Warren Buffett has given away a staggering 71.1 percent of his wealth |
A Harvard University survey of 4,000 millionaires discovered that those whose financial capital is $8 million or grater tended to be no more satisfied than their $1-million counterparts. Robert Frank, wealth editor for CNBC stated "For most people enough is enough. But there is another group of people, no mater what they have, they have to keep going. I call them 'scorekeepers;' They're truly driven by competitive zeal." That material needs have been achieved is irrelevant among the very wealthy, according to Edward Wolff, professor of economics at New York University.
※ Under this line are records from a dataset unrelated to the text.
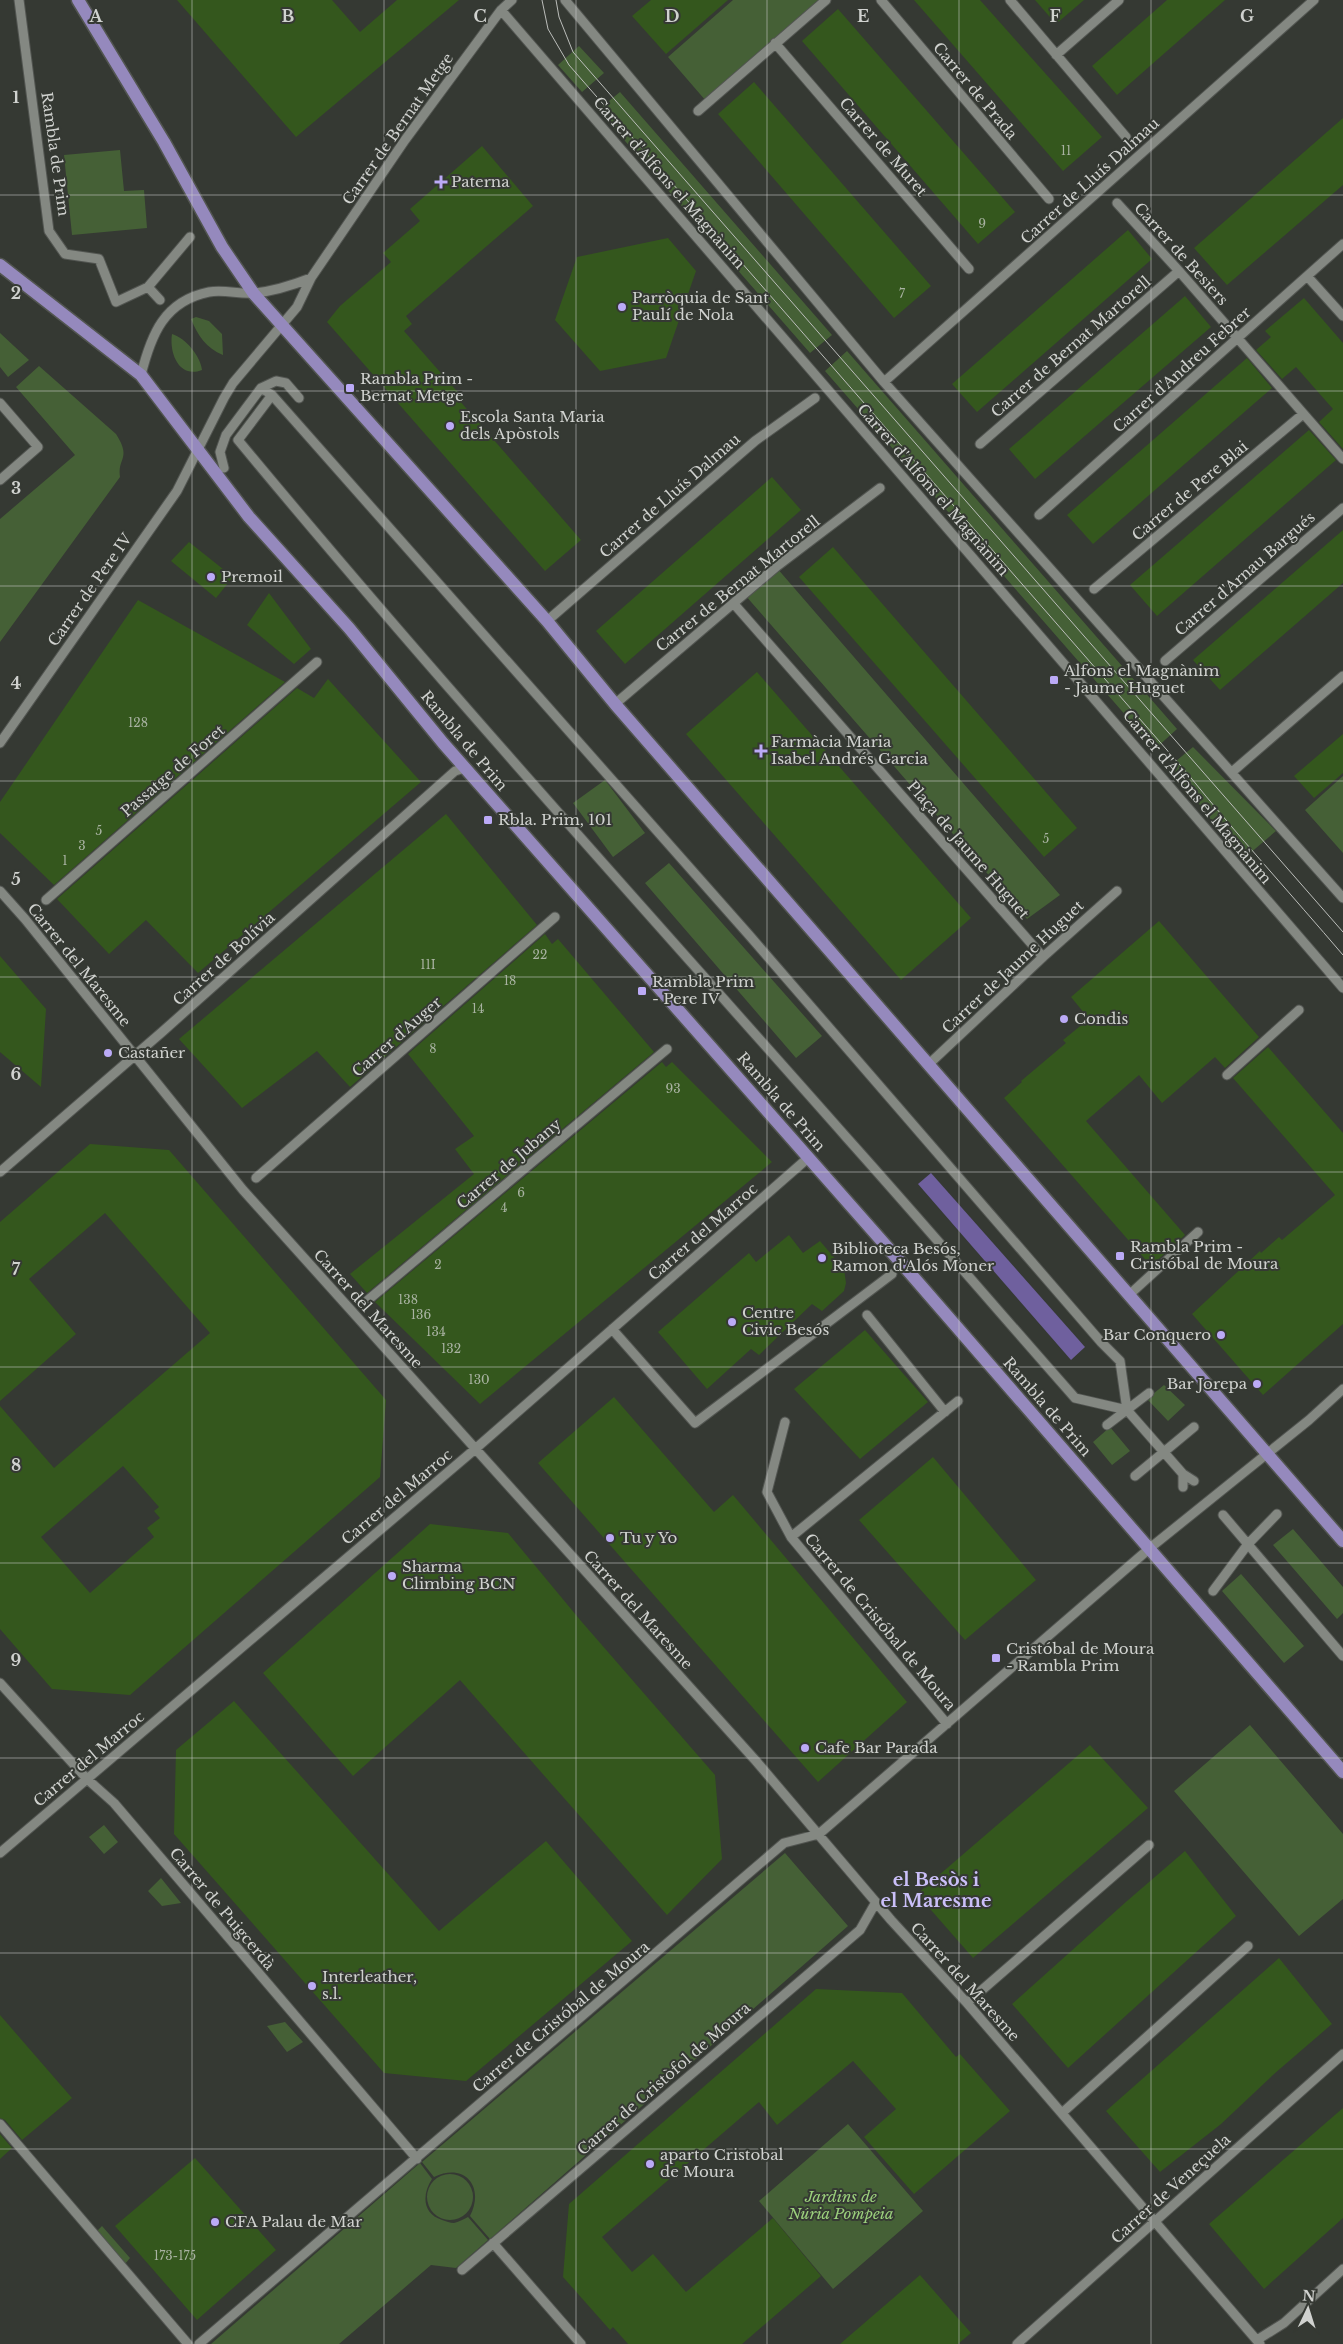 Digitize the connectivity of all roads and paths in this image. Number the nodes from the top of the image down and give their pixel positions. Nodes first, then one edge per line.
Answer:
1 (19, 0) edge
2 (78, 0) edge
3 (512, 0) edge
4 (566, 0) edge
5 (826, 0) edge
6 (881, 0) edge
7 (1010, 0) edge
8 (1119, 0) edge
9 (1314, 0) edge
10 (501, 10) junction
11 (776, 43) junction
12 (1056, 55) junction
13 (698, 110) dead end
14 (1126, 138) dead end
15 (1049, 199) dead end
16 (1118, 203) dead end
17 (190, 237) dead end
18 (1343, 244) edge
19 (0, 265) edge
20 (969, 269) dead end
21 (1179, 271) junction
22 (1307, 276) junction
23 (311, 278) junction
24 (148, 287) junction
25 (254, 294) junction
26 (160, 300) dead end
27 (1343, 316) edge
28 (283, 325) junction
29 (1238, 340) junction
30 (141, 375) junction
31 (884, 382) junction
32 (261, 388) junction
33 (272, 394) junction
34 (299, 398) dead end
35 (815, 398) dead end
36 (0, 403) edge
37 (1303, 414) junction
38 (980, 444) dead end
39 (199, 449) junction
40 (1343, 460) edge
41 (224, 468) dead end
42 (0, 480) edge
43 (880, 488) dead end
44 (1343, 508) edge
45 (1039, 515) dead end
46 (1094, 589) dead end
47 (734, 604) junction
48 (547, 620) junction
49 (1165, 661) dead end
50 (317, 662) dead end
51 (1343, 676) edge
52 (615, 704) junction
53 (0, 743) edge
54 (466, 768) junction
55 (1232, 772) junction
56 (0, 890) edge
57 (1117, 891) dead end
58 (1343, 898) edge
59 (46, 900) dead end
60 (555, 917) dead end
61 (1043, 956) junction
62 (1343, 988) edge
63 (1299, 1010) dead end
64 (667, 1049) dead end
65 (135, 1057) junction
66 (929, 1064) junction
67 (1228, 1075) dead end
68 (808, 1158) junction
69 (0, 1172) edge
70 (256, 1178) dead end
71 (1198, 1232) dead end
72 (892, 1274) dead end
73 (1129, 1295) junction
74 (368, 1300) dead end
75 (867, 1315) dead end
76 (612, 1329) junction
77 (1343, 1389) edge
78 (1149, 1393) dead end
79 (958, 1401) dead end
80 (1127, 1410) junction
81 (944, 1412) junction
82 (785, 1422) dead end
83 (1107, 1425) dead end
84 (1194, 1427) dead end
85 (474, 1450) junction
86 (1164, 1453) junction
87 (1267, 1453) junction
88 (1183, 1474) junction
89 (1135, 1476) dead end
90 (1194, 1481) dead end
91 (1183, 1487) dead end
92 (1277, 1514) dead end
93 (1223, 1515) dead end
94 (791, 1537) junction
95 (1343, 1541) edge
96 (1248, 1544) junction
97 (1150, 1548) junction
98 (1213, 1591) dead end
99 (1343, 1656) edge
100 (0, 1683) edge
101 (947, 1724) junction
102 (1343, 1772) edge
103 (87, 1779) junction
104 (820, 1834) junction
105 (1149, 1844) dead end
106 (0, 1853) edge
107 (876, 1902) junction
108 (1248, 1946) dead end
109 (967, 2003) junction
110 (1343, 2054) edge
111 (1062, 2114) junction
112 (0, 2124) edge
113 (417, 2159) junction
114 (1156, 2222) junction
115 (493, 2243) junction
116 (1343, 2269) edge
117 (462, 2270) dead end
118 (1259, 2342) edge
119 (188, 2344) edge
120 (199, 2344) edge
121 (581, 2344) edge
122 (1017, 2344) edge

1 - 24 street, Rambla de Prim
2 - 25 main road
3 - 10 street, Carrer de Bernat Metge
4 - 31 street
5 - 11 street
6 - 15 street, Carrer de Prada
7 - 12 street
8 - 12 street
9 - 31 street, Carrer de Lluís Dalmau
10 - 23 street, Carrer de Bernat Metge
10 - 62 street, Carrer d'Alfons el Magnànim
11 - 13 street
11 - 20 street, Carrer de Muret
12 - 14 street
16 - 21 street, Carrer de Besiers
17 - 24 street, Rambla de Prim
18 - 22 street, Carrer d'Andreu Febrer
19 - 30 main road, Rambla de Prim
21 - 29 street, Carrer de Besiers
21 - 38 street, Carrer de Bernat Martorell
22 - 27 street
22 - 29 street, Carrer d'Andreu Febrer
23 - 25 street
23 - 28 street, Carrer de Bernat Metge
24 - 26 street
25 - 28 main road
25 - 30 street
28 - 39 street
28 - 48 main road
29 - 37 street, Carrer de Besiers
29 - 45 street, Carrer d'Andreu Febrer
30 - 39 main road, Rambla de Prim
31 - 55 street
32 - 33 street
32 - 34 street
32 - 41 street
33 - 80 street
33 - 80 street, Rambla de Prim
35 - 48 street, Carrer de Lluís Dalmau
36 - 42 street
37 - 40 street, Carrer de Besiers
37 - 46 street, Carrer de Pere Blai
39 - 53 street, Carrer de Pere IV
39 - 54 main road, Rambla de Prim
43 - 47 street, Carrer de Bernat Martorell
44 - 49 street, Carrer d'Arnau Bargués
47 - 52 street, Carrer de Bernat Martorell
47 - 61 street, Plaça de Jaume Huguet
48 - 52 main road
50 - 59 street, Passatge de Foret
51 - 55 street
52 - 66 main road
54 - 65 street, Carrer de Bolívia
54 - 68 main road, Rambla de Prim
55 - 58 street
56 - 65 street, Carrer del Maresme
57 - 61 street, Carrer de Jaume Huguet
60 - 70 street, Carrer d'Auger
61 - 66 street, Carrer de Jaume Huguet
63 - 67 street
64 - 74 street, Carrer de Jubany
65 - 69 street, Carrer de Bolívia
65 - 85 street, Carrer del Maresme
66 - 73 main road
68 - 76 street, Carrer del Marroc
68 - 97 main road, Rambla de Prim
71 - 73 street
72 - 76 street
73 - 87 main road
75 - 81 street
76 - 85 street, Carrer del Marroc
77 - 87 street
78 - 80 street
79 - 81 street, Carrer de Cristóbal de Moura
80 - 83 street
80 - 86 street
81 - 94 street, Carrer de Cristóbal de Moura
82 - 94 street, Carrer de Cristóbal de Moura
84 - 86 street
85 - 103 street, Carrer del Marroc
85 - 104 street, Carrer del Maresme
86 - 88 street
86 - 89 street
87 - 95 main road
87 - 97 street, Carrer de Cristóbal de Moura
88 - 90 street
88 - 91 street
92 - 96 street
93 - 96 street
94 - 101 street, Carrer de Cristóbal de Moura
96 - 98 street
96 - 99 street
97 - 101 street, Carrer de Cristóbal de Moura
97 - 102 main road, Rambla de Prim
100 - 103 street, Carrer de Puigcerdà
101 - 104 street, Carrer de Cristóbal de Moura
103 - 106 street, Carrer del Marroc
103 - 113 street, Carrer de Puigcerdà
104 - 107 street, Carrer del Maresme
104 - 113 street, Carrer de Cristóbal de Moura
105 - 109 street
107 - 109 street, Carrer del Maresme
107 - 115 street, Carrer de Cristòfol de Moura
108 - 111 street
109 - 111 street, Carrer del Maresme
110 - 114 street, Carrer de Veneçuela
111 - 114 street, Carrer del Maresme
112 - 119 street
113 - 120 street, Carrer de Cristóbal de Moura
114 - 118 street, Carrer del Maresme
114 - 122 street, Carrer de Veneçuela
115 - 117 street, Carrer de Cristòfol de Moura
115 - 121 street
116 - 118 street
"Among the rarefied group of the extreme rich, social status depends on net worth. Their enhanced wealth allows them to make substantial charitable contributions to institutions like museums and concert halls that may lead to having a building or the like named after them." How's that for motivation to dispense with spare cash by having your name immortalized? Oddly, close to 20 percent of the world's most wealthy people having assets of $30-million or greater, live in ten cities globally, and it seems six of those cities are located in the United States.
"If you're an alcoholic you're going to take one drink, two drinks, five drinks, six drinks to feel the buzz. Well, when you get a million dollars, you need 10 million dollars to feel like a king."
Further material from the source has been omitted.